NLRB Upholds Practice of “Bannering”

By a 3-1 margin, the NLRB upheld the tactic of “bannering,” in which unions display large banners at construction sites of neutral employers proclaiming the existence of a labor dispute with a primary employer. Southwest Reg’l Council of Carpenters (New Star Gen. Contractors Inc.), 356 N.L.R.B. No. 88 (February 3, 2011). This tactic is intended to pressure or shame neutral, secondary employers engaging in business with the primary employer.

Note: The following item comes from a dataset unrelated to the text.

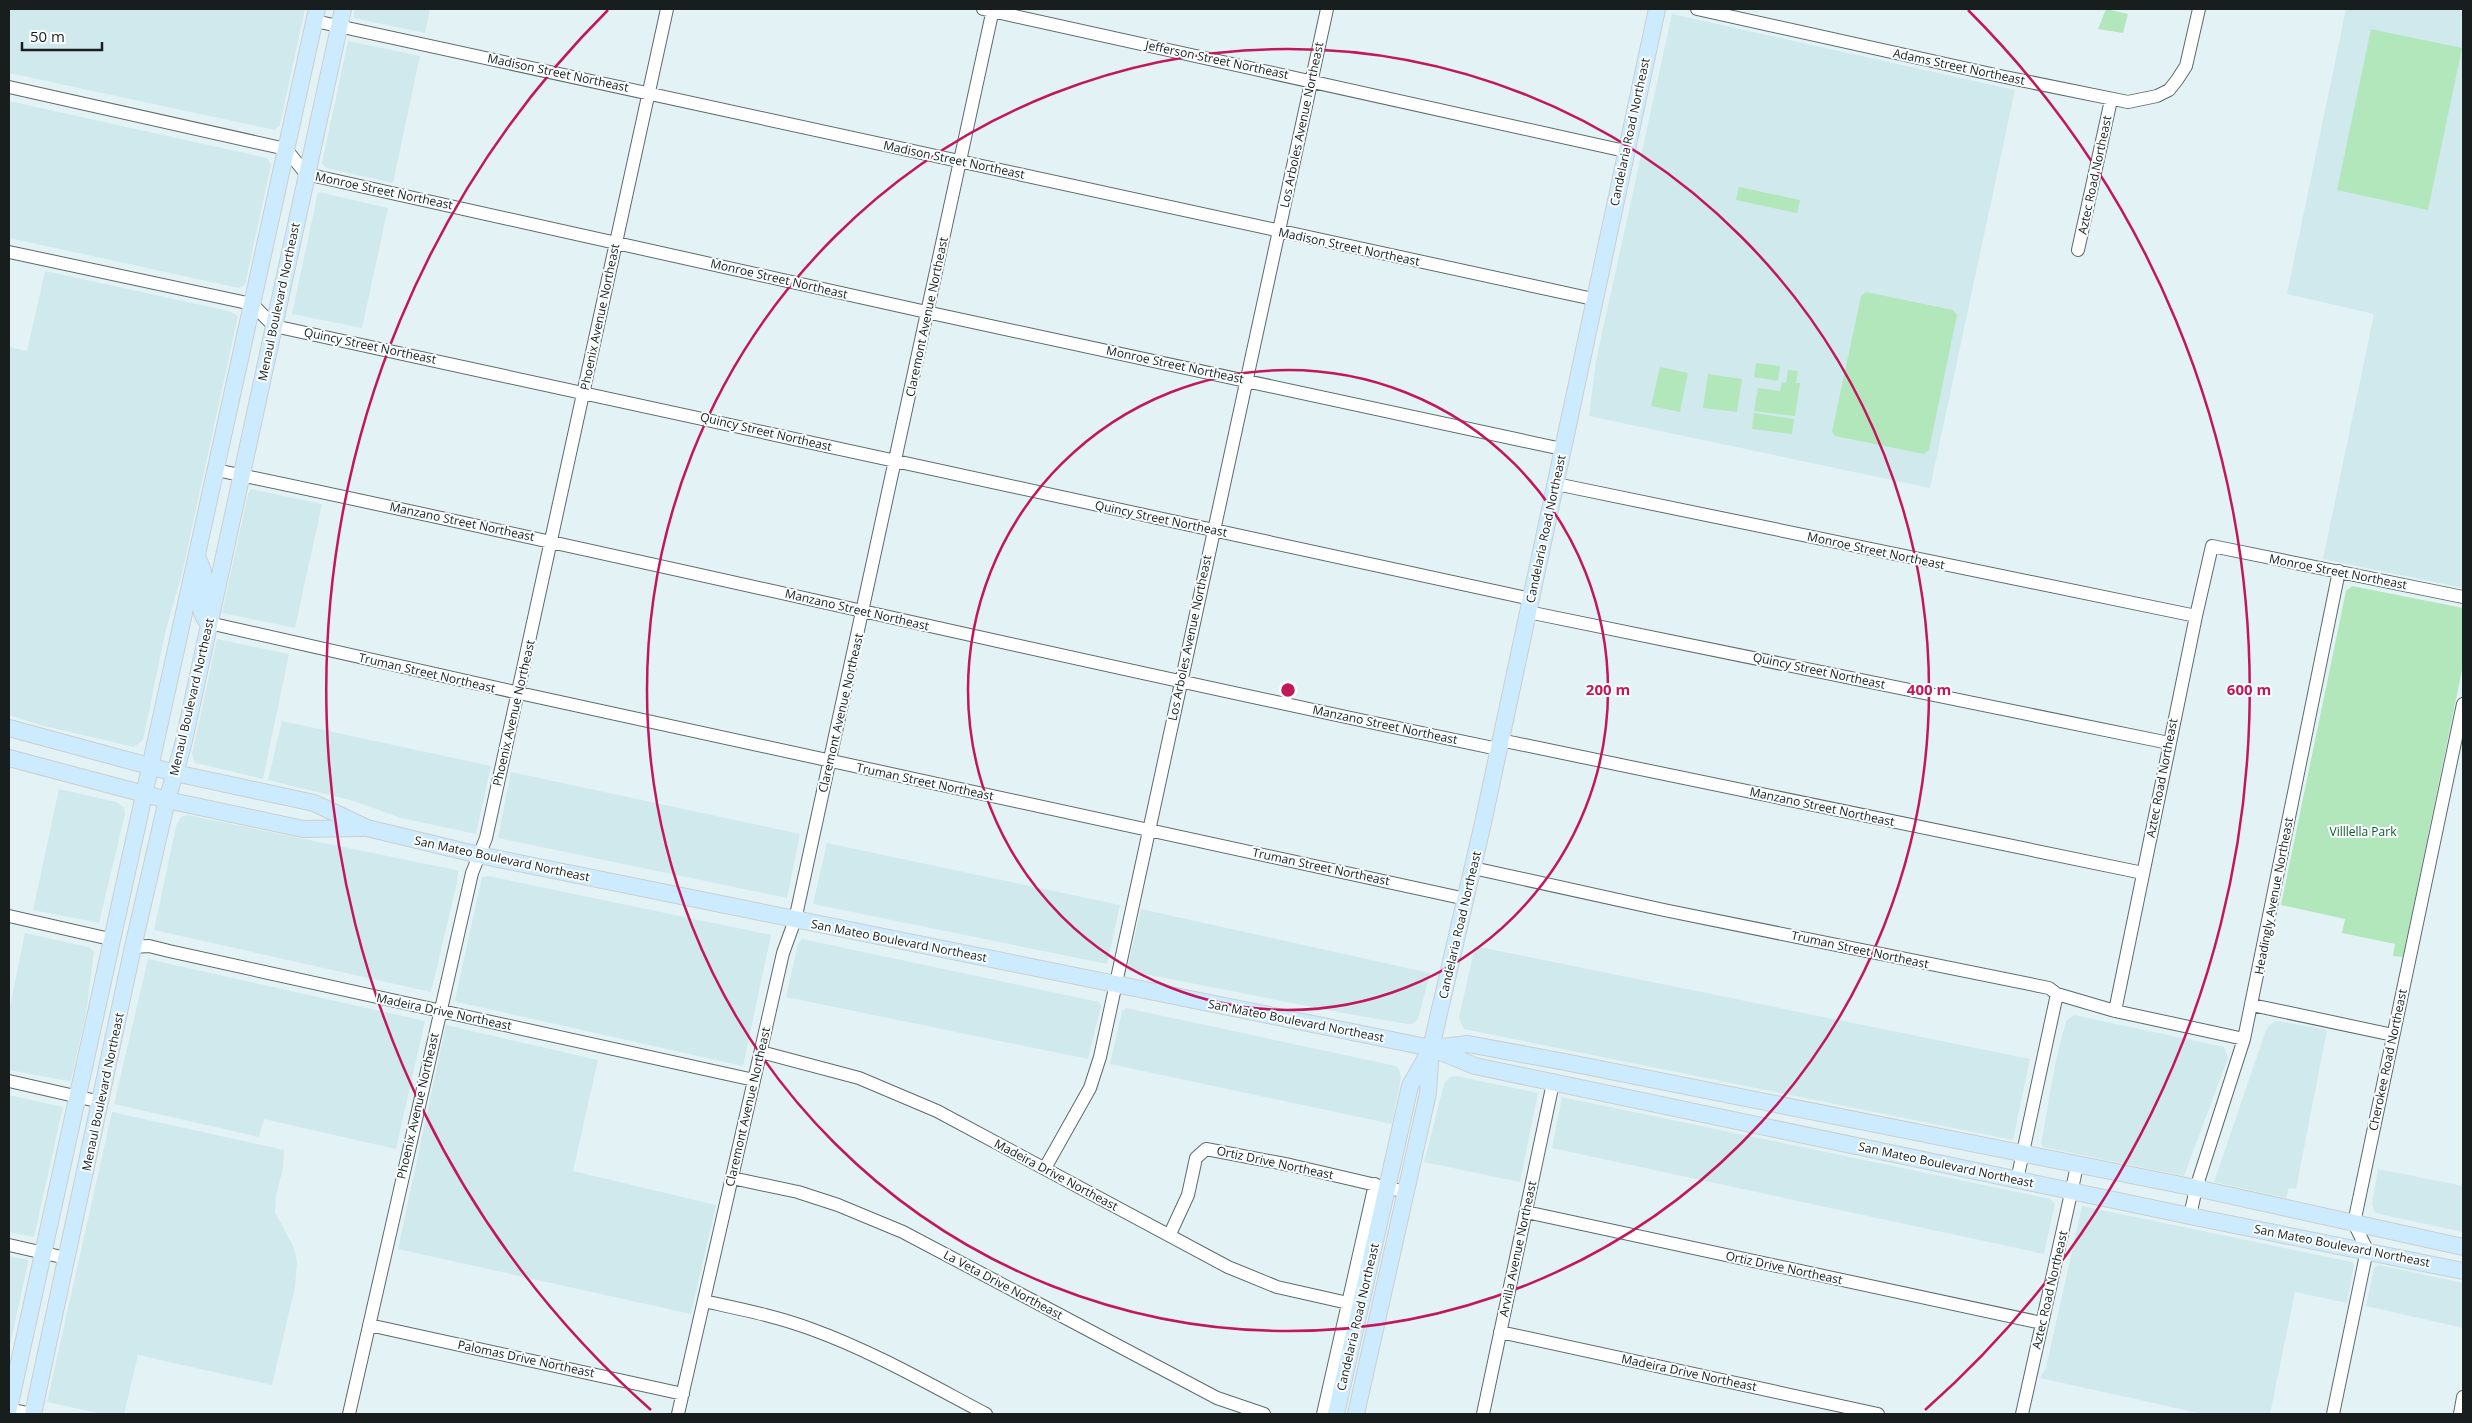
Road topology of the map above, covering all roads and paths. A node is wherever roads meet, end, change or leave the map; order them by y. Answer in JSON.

The three Democratic appointees constituting the majority, Chairwoman Wilma Liebman and Members Craig Becker and Mark Pearce, concluded that bannering did not constitute an unlawful secondary boycott. The majority held that the tactic 1) did not amount to signal picketing (urging employees of the neutral employer to stop work) in violation NLRA Sec. 8(b)(4)(i)(B), and 2) was not a prohibited threat, restraint or coercion of a neutral employer under NLRA Sec. 8(b)(4)(ii)(B). The Board based its decision on Carpenters & Joiners of America (Eliason & Knuth of Arizona Inc.), 355 N.L.R.B. No. 159 (2010), in which the same majority held that bannering did constitute unlawful secondary picketing because, unlike unlawful secondary picketing, the practice was not confrontational. The majority noted that the banners and related handbills at the construction sites did not call for a strike or job action, with the handbills explicitly clarifying that the union was not urging work stoppages or slow downs at the job sites of the neutral employer.

In dissent, Member Brian Hayes, the lone Republican on the Board, argued that bannering amounted to a secondary boycott and could not be distinguished from confrontational picketing. He said the majority applied an overly narrow reading of NLRA Sec. 8(b)(4) and was contrary to Board precedent and NLRA principles.